• Your task
Check every line in the listing below for "Calachuchi". Copy the ones where it occurs.

• Record excerpts
[Start of Attachment]

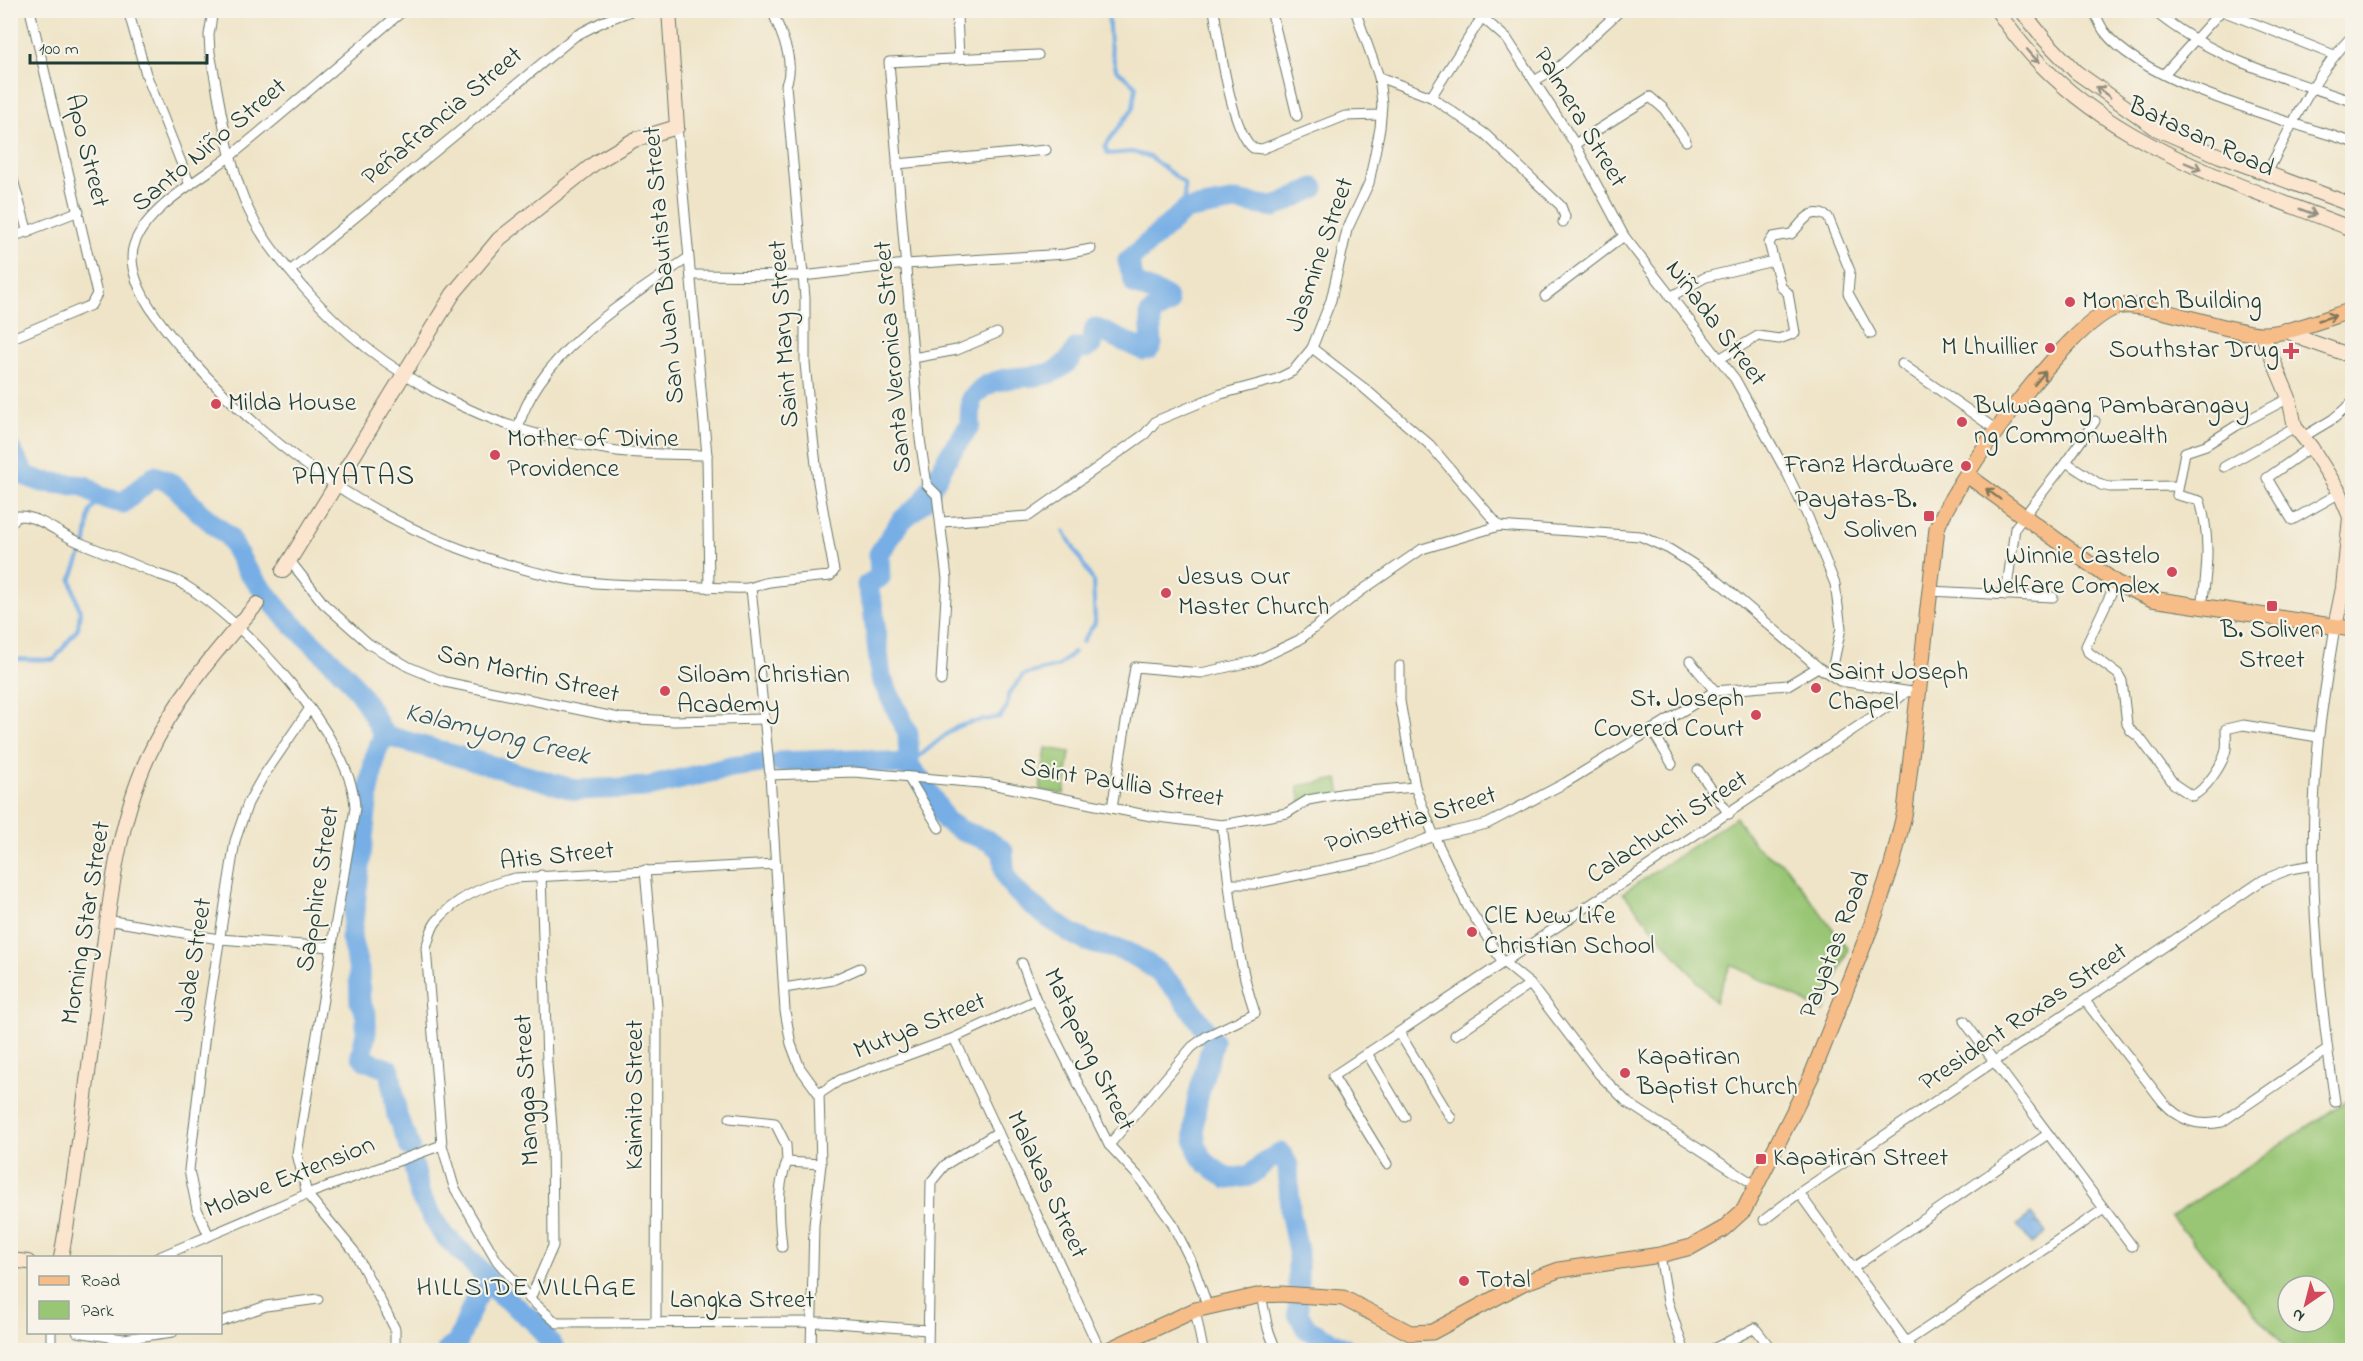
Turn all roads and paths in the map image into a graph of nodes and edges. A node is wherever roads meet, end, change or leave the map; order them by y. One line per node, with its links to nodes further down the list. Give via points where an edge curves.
1 (30, 10): 43 (street, Apo Street)
2 (128, 10): 41 (street, via 146,74)
3 (213, 10): 37 (street, via 210,53)
4 (404, 10): 37 (street, Santo Niño Street)
5 (633, 10): 53 (street, Peñafrancia Street, via 575,36)
6 (669, 10): 32 (street, San Juan Bautista Street)
7 (772, 10): 55 (street, Saint Mary Street, via 788,52 790,70 786,85)
8 (1214, 10): 29 (street, via 1231,100 1246,140 1253,148 1262,149 1345,116)
9 (1271, 10): 30 (street)
10 (1354, 10): 24 (street, Jasmine Street)
11 (1622, 10): 25 (street, via 1560,66)
12 (1997, 10): 45 (street, Batasan Road, one-way to 45, via 2032,56 2064,87 2148,146)
13 (2021, 10): 40 (street, Batasan Road, one-way to 13, via 2157,129 2116,102 2076,72)
14 (2093, 10): 23 (street, via 2115,42)
15 (2153, 10): 19 (street)
16 (2221, 11): 19 (street); 21 (street)
17 (957, 15): 22 (street)
18 (2352, 36): 21 (street)
19 (2193, 40): 23 (street); 26 (street)
20 (1038, 55): 22 (street)
21 (2334, 55): 26 (street)
22 (959, 58): 38 (street, Santa Veronica Street, via 889,62)
23 (2164, 74): 31 (street, via 2189,87)
24 (1379, 77): 27 (street); 29 (street, Jasmine Street)
25 (1534, 81): 27 (street, Palmera Street, via 1508,39 1482,17); 35 (street, Palmera Street)
26 (2313, 88): 28 (street); 31 (street)
27 (1431, 97): 44 (street, via 1485,134 1553,198 1564,211)
28 (2352, 101)
29 (1381, 115): 64 (street, Jasmine Street, via 1369,183 1347,230 1331,300)
30 (1297, 116)
31 (2292, 123): 34 (street); 40 (street)
32 (677, 127): 50 (street, San Juan Bautista Street); 69 (street, via 614,150 499,239 453,294)
33 (1686, 141): 35 (street, via 1664,109 1650,97)
34 (2352, 142)
35 (1575, 144): 47 (street, Palmera Street)
36 (1046, 150): 38 (street)
37 (232, 154): 41 (street, Santo Niño Street); 53 (street, via 243,199 255,223)
38 (897, 164): 52 (street, Santa Veronica Street)
39 (10, 168): 46 (street)
40 (2267, 173): 42 (street, Batasan Road)
41 (190, 185): 80 (street, Santo Niño Street, via 151,218 134,244 133,260 141,290 153,314 227,399 268,437)
42 (2352, 206)
43 (79, 211): 46 (street); 63 (street, Apo Street, via 97,294 95,301)
44 (1563, 222)
45 (2352, 229)
46 (28, 232): 48 (street)
47 (1624, 236): 56 (street); 57 (street, Niñada Street)
48 (10, 238)
49 (1091, 249): 52 (street)
50 (688, 258): 54 (street, San Juan Bautista Street); 73 (street, via 573,344 536,390)
51 (1773, 261): 57 (street, via 1706,277); 61 (street, via 1769,243 1773,237 1791,234 1805,216 1814,213 1828,217 1850,271 1848,293); 67 (street, via 1781,287 1788,293 1797,330 1779,339 1758,336)
52 (906, 264): 55 (street); 66 (street, Santa Veronica Street)
53 (290, 271): 69 (street, via 348,332)
54 (691, 275): 55 (street); 76 (street, San Juan Bautista Street)
55 (803, 276): 91 (street, Saint Mary Street, via 808,394 834,571 830,576)
56 (1545, 296)
57 (1670, 297): 67 (street, Niñada Street)
58 (2352, 310): 59 (main road, Payatas Road, one-way to 58)
59 (2285, 330): 62 (main road, Payatas Road); 65 (street)
60 (997, 333): 66 (street, via 950,351)
61 (1871, 334)
62 (2262, 334): 70 (street); 74 (main road, Payatas Road, one-way to 62, via 2071,342 2096,318 2118,307 2140,307)
63 (10, 339)
64 (1312, 348): 85 (street, Jasmine Street, via 1293,371 1276,380 1221,394 1156,421 1145,434 1029,516); 87 (street, via 1430,445)
65 (2352, 356)
66 (913, 358): 85 (street, Santa Veronica Street, via 927,485 937,495)
67 (1719, 359): 103 (street, Niñada Street, via 1735,379 1788,475 1832,574 1841,628)
68 (1902, 364): 74 (street)
69 (405, 375): 73 (street, via 442,396); 80 (street)
70 (2289, 398): 75 (street); 81 (street, via 2206,445 2186,450)
71 (2352, 403): 75 (street)
72 (2095, 421): 77 (street)
73 (518, 428): 76 (street, via 610,450)
74 (1998, 431): 79 (main road, Payatas Road)
75 (2303, 437): 78 (street); 82 (street); 82 (street, via 2266,478 2276,496 2292,520)
76 (706, 456): 90 (street, San Juan Bautista Street)
77 (2066, 462): 81 (street, via 2110,487); 84 (street)
78 (2224, 467)
79 (1967, 475): 84 (main road, one-way to 79); 92 (main road, Payatas Road, via 1937,528)
80 (335, 486): 88 (street); 90 (street, Santo Niño Street, via 371,508 444,542 509,564 561,578 616,585)
81 (2178, 486): 96 (street, via 2177,495 2200,501 2207,525 2209,557)
82 (2340, 493): 83 (street)
83 (2351, 512): 98 (street)
84 (2022, 516): 89 (main road); 93 (street, via 2013,535)
85 (942, 522): 104 (street, Santa Veronica Street, via 947,579)
86 (10, 524): 97 (street, Sapphire Street, via 18,516 27,516 78,542 181,583)
87 (1499, 526): 102 (street, via 1632,534 1669,549 1712,576); 116 (street, via 1422,549 1299,640 1255,661 1202,673 1135,667)
88 (286, 566): 108 (street, San Martin Street, via 369,644 445,682 619,718)
89 (2116, 583): 96 (main road, via 2152,599); 110 (street, via 2086,646 2088,652 2118,674 2127,724 2184,792 2192,796 2200,792 2215,772 2226,751 2226,729 2243,725)
90 (709, 588): 91 (street, Santo Niño Street)
91 (752, 588): 108 (street)
92 (1929, 591): 93 (street); 106 (main road, Payatas Road)
93 (2006, 595): 94 (street)
94 (2053, 597)
95 (257, 604): 97 (street, Morning Star Street)
96 (2202, 607): 98 (main road)
97 (238, 626): 107 (street, Sapphire Street); 126 (street, Morning Star Street, via 188,687 147,759 131,804)
98 (2335, 627): 99 (main road); 110 (street)
99 (2352, 629)
100 (1690, 661): 105 (street)
101 (1401, 666): 115 (street, via 1400,700)
102 (1818, 667): 103 (street); 105 (street, Poinsettia Street, via 1788,685)
103 (1831, 675): 106 (street, via 1856,685)
104 (941, 681)
105 (1715, 691): 109 (street, Poinsettia Street)
106 (1912, 692): 117 (street, Calachuchi Street); 155 (main road, Payatas Road, via 1905,811 1881,898 1811,1077)
107 (310, 708): 127 (street, Jade Street, via 276,754 248,803 235,841); 128 (street, Sapphire Street, via 346,767 355,790)
108 (765, 719): 113 (street)
109 (1652, 730): 111 (street); 120 (street, Poinsettia Street, via 1524,807 1487,824)
110 (2318, 737): 122 (street)
111 (1672, 764)
112 (1698, 770): 117 (street)
113 (770, 775): 114 (street, Saint Paullia Street, via 854,772); 121 (street)
114 (916, 778): 116 (street, Saint Paullia Street, via 992,784); 119 (street)
115 (1415, 787): 118 (street, Saint Paullia Street, via 1308,800 1287,813); 120 (street)
116 (1112, 808): 118 (street, Saint Paullia Street)
117 (1729, 814): 129 (street, Calachuchi Street)
118 (1222, 825): 125 (street)
119 (939, 828)
120 (1434, 836): 125 (street, Poinsettia Street, via 1375,859 1271,881); 129 (street, via 1468,907)
121 (776, 864): 123 (street, Atis Street); 133 (street)
122 (2313, 865): 135 (street, President Roxas Street, via 2263,880); 140 (street, via 2316,952)
123 (645, 870): 124 (street, Atis Street); 174 (street, Kaimito Street, via 657,1007)
124 (541, 875): 150 (street, Atis Street, via 486,885 455,904 435,923 426,948); 171 (street, Mangga Street, via 553,1246)
125 (1230, 884): 151 (street, via 1235,941 1255,1012 1192,1047)
126 (107, 920): 127 (street); 164 (street, Morning Star Street)
127 (219, 939): 128 (street); 160 (street, Jade Street, via 192,1122 189,1170 197,1209)
128 (332, 947): 157 (street, Sapphire Street, via 297,1154)
129 (1502, 961): 132 (street); 137 (street, Calachuchi Street)
130 (1022, 963): 134 (street, Matapang Street)
131 (860, 968): 133 (street, via 832,980)
132 (1530, 984): 138 (street); 155 (street, via 1599,1074 1628,1103)
133 (784, 988): 143 (street, via 791,1044 801,1068)
134 (1036, 1000): 139 (street, Mutya Street); 151 (street, Matapang Street)
135 (2086, 1002): 140 (street, via 2163,1102 2188,1122 2222,1122); 142 (street, President Roxas Street)
136 (1964, 1021): 142 (street)
137 (1400, 1034): 141 (street, Calachuchi Street); 147 (street)
138 (1455, 1035)
139 (954, 1038): 143 (street, Mutya Street, via 840,1080); 148 (street, Malakas Street)
140 (2327, 1050): 144 (street)
141 (1367, 1053): 145 (street); 154 (street, Calachuchi Street, via 1333,1076)
142 (1995, 1063): 149 (street); 156 (street, President Roxas Street)
143 (819, 1094): 153 (street)
144 (2335, 1102)
145 (1405, 1117)
146 (730, 1118): 152 (street, via 775,1123 786,1145)
147 (1451, 1118)
148 (998, 1132): 176 (street, via 945,1166 931,1182); 185 (street, Malakas Street)
149 (2048, 1134): 158 (street); 168 (street)
150 (442, 1145): 157 (street, Molave Extension); 171 (street, Langka Street, via 462,1204 497,1261)
151 (1109, 1145): 172 (street, Matapang Street, via 1171,1221 1192,1263)
152 (787, 1162): 153 (street); 162 (street, via 778,1210)
153 (821, 1164): 175 (street, via 814,1225)
154 (1387, 1164)
155 (1758, 1187): 163 (main road, Payatas Road, via 1744,1210 1723,1229 1691,1247)
156 (1799, 1193): 159 (street, President Roxas Street); 168 (street)
157 (307, 1194): 160 (street, Molave Extension); 182 (street, via 354,1251 395,1329)
158 (2104, 1209): 161 (street); 180 (street)
159 (1764, 1220)
160 (209, 1236): 165 (street, Molave Extension)
161 (2132, 1246)
162 (782, 1247)
163 (1660, 1255): 169 (main road, Payatas Road, via 1559,1270 1523,1283 1432,1332 1420,1334 1400,1329 1343,1298); 189 (street, via 1668,1302)
164 (62, 1256)
165 (159, 1256)
166 (10, 1260): 167 (street)
167 (27, 1262)
168 (1853, 1268): 180 (street)
169 (1261, 1295): 172 (main road, Payatas Road); 188 (street)
170 (318, 1299): 173 (street, via 266,1306)
171 (530, 1299): 174 (street, Langka Street, via 557,1323)
172 (1201, 1309): 186 (main road, Payatas Road); 187 (street, Matapang Street)
173 (222, 1321)
174 (656, 1321): 175 (street, Langka Street)
175 (811, 1322): 176 (street, Langka Street); 183 (street)
176 (927, 1330): 184 (street)
177 (51, 1334): 181 (street)
178 (92, 1334): 179 (street, via 123,1338)
179 (156, 1334)
180 (1906, 1342): 192 (street)
181 (51, 1350)
182 (395, 1350)
183 (812, 1350)
184 (928, 1350)
185 (1100, 1350)
186 (1108, 1350)
187 (1203, 1350)
188 (1276, 1350)
189 (1684, 1350)
190 (1711, 1350): 191 (street, via 1755,1328)
191 (1772, 1350)
192 (1912, 1350)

[End of Attachment]

• Response to this exercise
106 (1912, 692): 117 (street, Calachuchi Street); 155 (main road, Payatas Road, via 1905,811 1881,898 1811,1077)
117 (1729, 814): 129 (street, Calachuchi Street)
129 (1502, 961): 132 (street); 137 (street, Calachuchi Street)
137 (1400, 1034): 141 (street, Calachuchi Street); 147 (street)
141 (1367, 1053): 145 (street); 154 (street, Calachuchi Street, via 1333,1076)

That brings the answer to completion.